Wednesday, 29 December 2021

The Khaw Boon Wan Interview.

 



Men in white. The curse of incumbency. Status quo arrogance. Pretentious consultation when minds and decisions are already made up. Patronising to the masses. Paying lip service to open-mindedness. Poisonous groupthink. Elitism or meritocratic aristocrats, and this, ”is he illiterate?” 


I guess most of us in Singapore are familiar with the above description of our governing authority - PAP. People’s Action Party could even be seen as People Action-only (show off) Party. We often forget the results produced, because the fish will be the last to discover water - but yes, not always stellar, but at least, predictably stable. 


The water flow is however never smooth sailing. We all know that. Sometimes, it is stale (uncreative), still and dead calm. Sometimes it is rushing with pandemic urgency and even the leaders are stumped. Most times, we just go with the flow, too preoccupied with bread-and-butter issues to be bothered with what the big boys or bad boys are doing at the head of the tide.


Anyway, Sumiko @ LunchWithSumiko has managed to fish out a quiet and humble leader amongst the mainstream current, who once described himself as such: “I think I am boringly calm.” 


Khaw Boon Wan was a big fish enjoying retirement after 42 years of public service (22 as a civil servant and 20 as a politican). He spent his time sending his grandkids to school, devoting to Taiji and meditating on Buddhist sutras before he was persuaded to return back to public service. The last straw was a lunch appointment with PM Lee on May 10, and the rest is, well, newspaper history. 


Well, after a heart bypass (2010), an arm operation due to a fracture (2019), and enduring dengue fever for two days last year, this vegan-diet retiree with almost zilch anger management issue may be taking up his swan song project before he goes quietly into the nocturnal starry skies.


You can read about the interview with Sumiko in today’s paper for the interesting bits about Khaw’s story, how he disliked long meeting, the 300 experts he met up to prep up for the job, and that quirky “twirls of his right foot”. 


In one part, you read about what he was reading before coming out of retirement. Anyway, maybe this trivia can be fleshed out here. “He spent several months engrossed in tomes about 500th anniversary of the Reformation, for example, and immersed himself in a book about Egyptian archaeology and European colonialism.”


But, for my post this Sabbath morning, I just want to focus on one small bit, that is, leadership and humility. I read somewhere that leadership is “the art of inspiring others in a team to contribute their best towards a goal.” 


And in 42 years of public service, I can’t say that Khaw had been lacking in that department. 


In the interview, he however described his new role as “my toughest assignment” and said: "I spent many years in healthcare, so I was not daunted when then Minister Howe Yoon Chong asked me to lead on hospital restructuring.”


“Housing, I volunteered to do the job as I knew the problems on the ground and had clear ideas on how I could fix it.
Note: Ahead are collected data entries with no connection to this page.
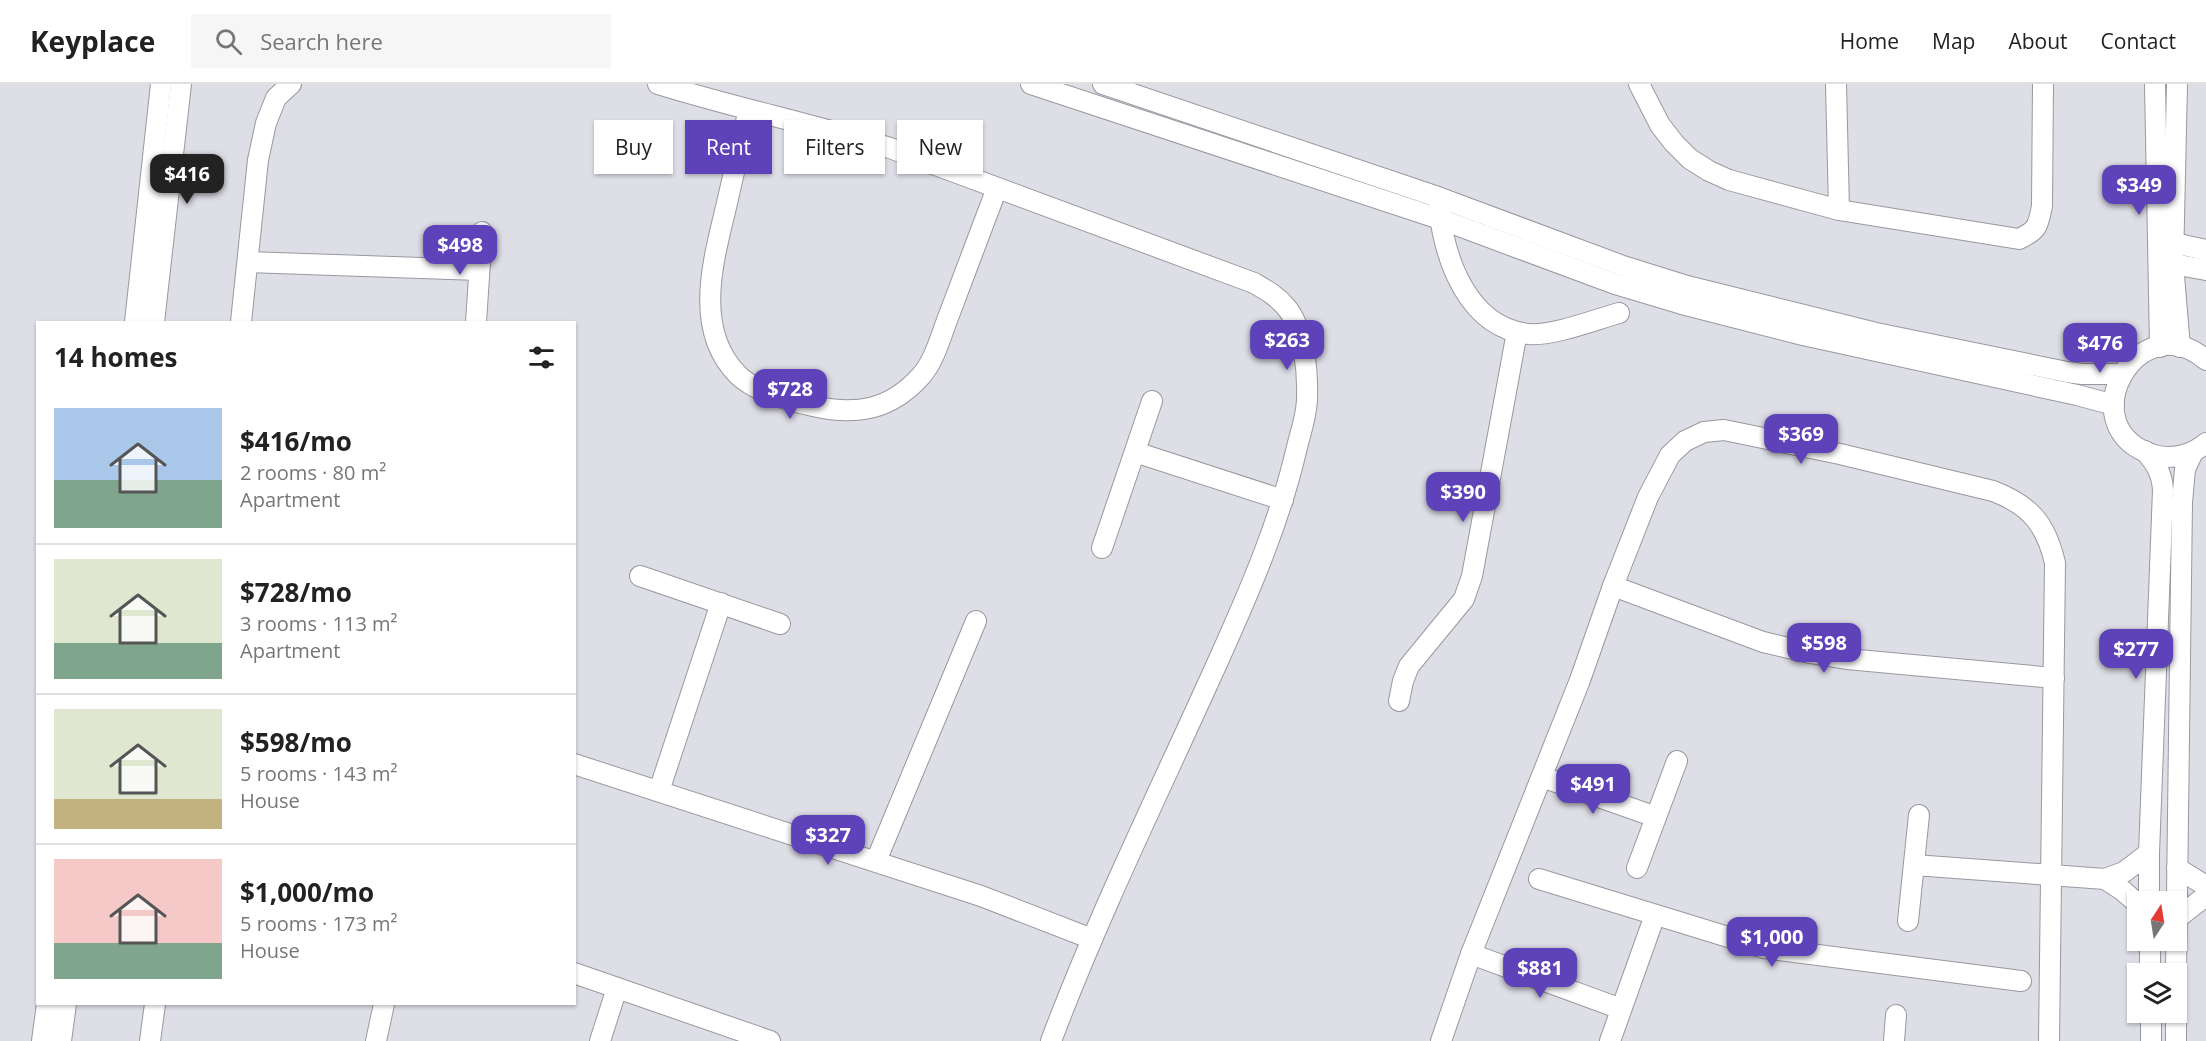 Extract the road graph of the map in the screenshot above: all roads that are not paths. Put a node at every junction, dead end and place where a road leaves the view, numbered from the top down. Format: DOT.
graph roads {
  1 [pos="161,84"];
  2 [pos="181,84"];
  3 [pos="291,84"];
  4 [pos="658,84"];
  5 [pos="1031,84"];
  6 [pos="1103,84"];
  7 [pos="1639,84"];
  8 [pos="1836,84"];
  9 [pos="2043,84"];
  10 [pos="2155,84"];
  11 [pos="2177,84"];
  12 [pos="749,110"];
  13 [pos="997,188"];
  14 [pos="1438,197"];
  15 [pos="1839,210"];
  16 [pos="1440,219"];
  17 [pos="482,232"];
  18 [pos="2174,243"];
  19 [pos="2206,250"];
  20 [pos="249,262"];
  21 [pos="2174,264"];
  22 [pos="479,270"];
  23 [pos="2206,270"];
  24 [pos="1619,313"];
  25 [pos="135,321"];
  26 [pos="154,321"];
  27 [pos="241,321"];
  28 [pos="476,321"];
  29 [pos="1516,332"];
  30 [pos="2160,347"];
  31 [pos="2180,347"];
  32 [pos="2206,360"];
  33 [pos="2121,374"];
  34 [pos="1152,401"];
  35 [pos="2114,405"];
  36 [pos="2200,448"];
  37 [pos="2145,451"];
  38 [pos="1135,452"];
  39 [pos="1283,500"];
  40 [pos="1102,548"];
  41 [pos="640,576"];
  42 [pos="1613,586"];
  43 [pos="721,603"];
  44 [pos="976,621"];
  45 [pos="780,624"];
  46 [pos="2054,678"];
  47 [pos="1399,701"];
  48 [pos="1677,761"];
  49 [pos="576,765"];
  50 [pos="1542,777"];
  51 [pos="659,790"];
  52 [pos="1919,815"];
  53 [pos="1656,817"];
  54 [pos="2149,853"];
  55 [pos="876,861"];
  56 [pos="1914,865"];
  57 [pos="1637,868"];
  58 [pos="2177,868"];
  59 [pos="2051,876"];
  60 [pos="1539,879"];
  61 [pos="2105,879"];
  62 [pos="2206,886"];
  63 [pos="2149,891"];
  64 [pos="2177,891"];
  65 [pos="2127,894"];
  66 [pos="2206,896"];
  67 [pos="2187,911"];
  68 [pos="1654,915"];
  69 [pos="1908,921"];
  70 [pos="1092,939"];
  71 [pos="1471,954"];
  72 [pos="576,974"];
  73 [pos="2021,981"];
  74 [pos="617,988"];
  75 [pos="47,1005"];
  76 [pos="66,1005"];
  77 [pos="155,1005"];
  78 [pos="384,1005"];
  79 [pos="1621,1009"];
  80 [pos="1896,1015"];
  81 [pos="2151,1023"];
  82 [pos="2175,1023"];
  83 [pos="42,1041"];
  84 [pos="61,1041"];
  85 [pos="150,1041"];
  86 [pos="376,1041"];
  87 [pos="600,1041"];
  88 [pos="770,1041"];
  89 [pos="1051,1041"];
  90 [pos="1441,1041"];
  91 [pos="1610,1041"];
  92 [pos="1894,1041"];
  93 [pos="2049,1041"];
  94 [pos="2151,1041"];
  95 [pos="2176,1041"];
  1 -- 25 [label="street"];
  2 -- 26 [label="street"];
  3 -- 20 [label="street"];
  4 -- 12 [label="street"];
  5 -- 16 [label="street"];
  6 -- 14 [label="street"];
  7 -- 15 [label="street"];
  8 -- 15 [label="street"];
  9 -- 15 [label="street"];
  10 -- 30 [label="street"];
  11 -- 18 [label="street"];
  12 -- 13 [label="street"];
  12 -- 13 [label="street"];
  13 -- 39 [label="street"];
  14 -- 16 [label="street"];
  14 -- 33 [label="street"];
  16 -- 29 [label="street"];
  16 -- 35 [label="street"];
  17 -- 22 [label="street"];
  18 -- 19 [label="street"];
  18 -- 21 [label="street"];
  20 -- 22 [label="street"];
  20 -- 27 [label="street"];
  21 -- 23 [label="street"];
  21 -- 31 [label="street"];
  22 -- 28 [label="street"];
  24 -- 29 [label="street"];
  29 -- 47 [label="street"];
  30 -- 31 [label="street"];
  30 -- 33 [label="street"];
  31 -- 32 [label="street"];
  33 -- 35 [label="street"];
  34 -- 38 [label="street"];
  35 -- 37 [label="street"];
  36 -- 37 [label="street"];
  36 -- 58 [label="street"];
  37 -- 54 [label="street"];
  38 -- 39 [label="street"];
  38 -- 40 [label="street"];
  39 -- 70 [label="street"];
  41 -- 43 [label="street"];
  42 -- 46 [label="street"];
  42 -- 46 [label="street"];
  42 -- 50 [label="street"];
  43 -- 45 [label="street"];
  43 -- 51 [label="street"];
  44 -- 55 [label="street"];
  46 -- 59 [label="street"];
  48 -- 53 [label="street"];
  49 -- 51 [label="street"];
  50 -- 53 [label="street"];
  50 -- 71 [label="street"];
  51 -- 55 [label="street"];
  52 -- 56 [label="street"];
  53 -- 57 [label="street"];
  54 -- 61 [label="street"];
  54 -- 63 [label="street"];
  55 -- 70 [label="street"];
  56 -- 59 [label="street"];
  56 -- 69 [label="street"];
  58 -- 62 [label="street"];
  58 -- 64 [label="street"];
  59 -- 61 [label="street"];
  59 -- 93 [label="street"];
  60 -- 68 [label="street"];
  61 -- 65 [label="street"];
  66 -- 67 [label="street"];
  68 -- 73 [label="street"];
  68 -- 79 [label="street"];
  70 -- 89 [label="street"];
  71 -- 79 [label="street"];
  71 -- 90 [label="street"];
  72 -- 74 [label="street"];
  74 -- 87 [label="street"];
  74 -- 88 [label="street"];
  75 -- 83 [label="street"];
  76 -- 84 [label="street"];
  77 -- 85 [label="street"];
  78 -- 86 [label="street"];
  79 -- 91 [label="street"];
  80 -- 92 [label="street"];
  81 -- 94 [label="street"];
  82 -- 95 [label="street"];
}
MRT was a bit scary but I understood the engineering problem. I was confident that given time, we could turn it around. With media, I am out of my depth."


As a grandfather, he is no less the grandfather type in leadership, that is, ponderous in thoughts, careful with words, and taking a long lens’ view in perspective. But, what drew me to this leader is his unspoken-for humility. 

I felt that that was the freshwater spring point of inspiration a leader today urgently needs to move his team towards a common and mutually enriching goal. 


Skills and competency are one thing, but leadership as an art, is a demanding discipline calling for a profound depth of interpersonal touch only those who have worked with people, all kinds of people, have the courage, wisdom and strength to muster up for the long haul. 


And holding this bond together is humility, that is, not thinking less of yourself, but as CS Lewis puts it, thinking of yourself less. Because you still have to treasure yourself, before you share your treasure (gift) with others. 


Khaw said: “Civil servants can remain faceless, even nameless. I like that more. I was happiest when I was just a senior civil servant, senior enough to make a difference, and did not need to tell the world how I had improved their lives.” 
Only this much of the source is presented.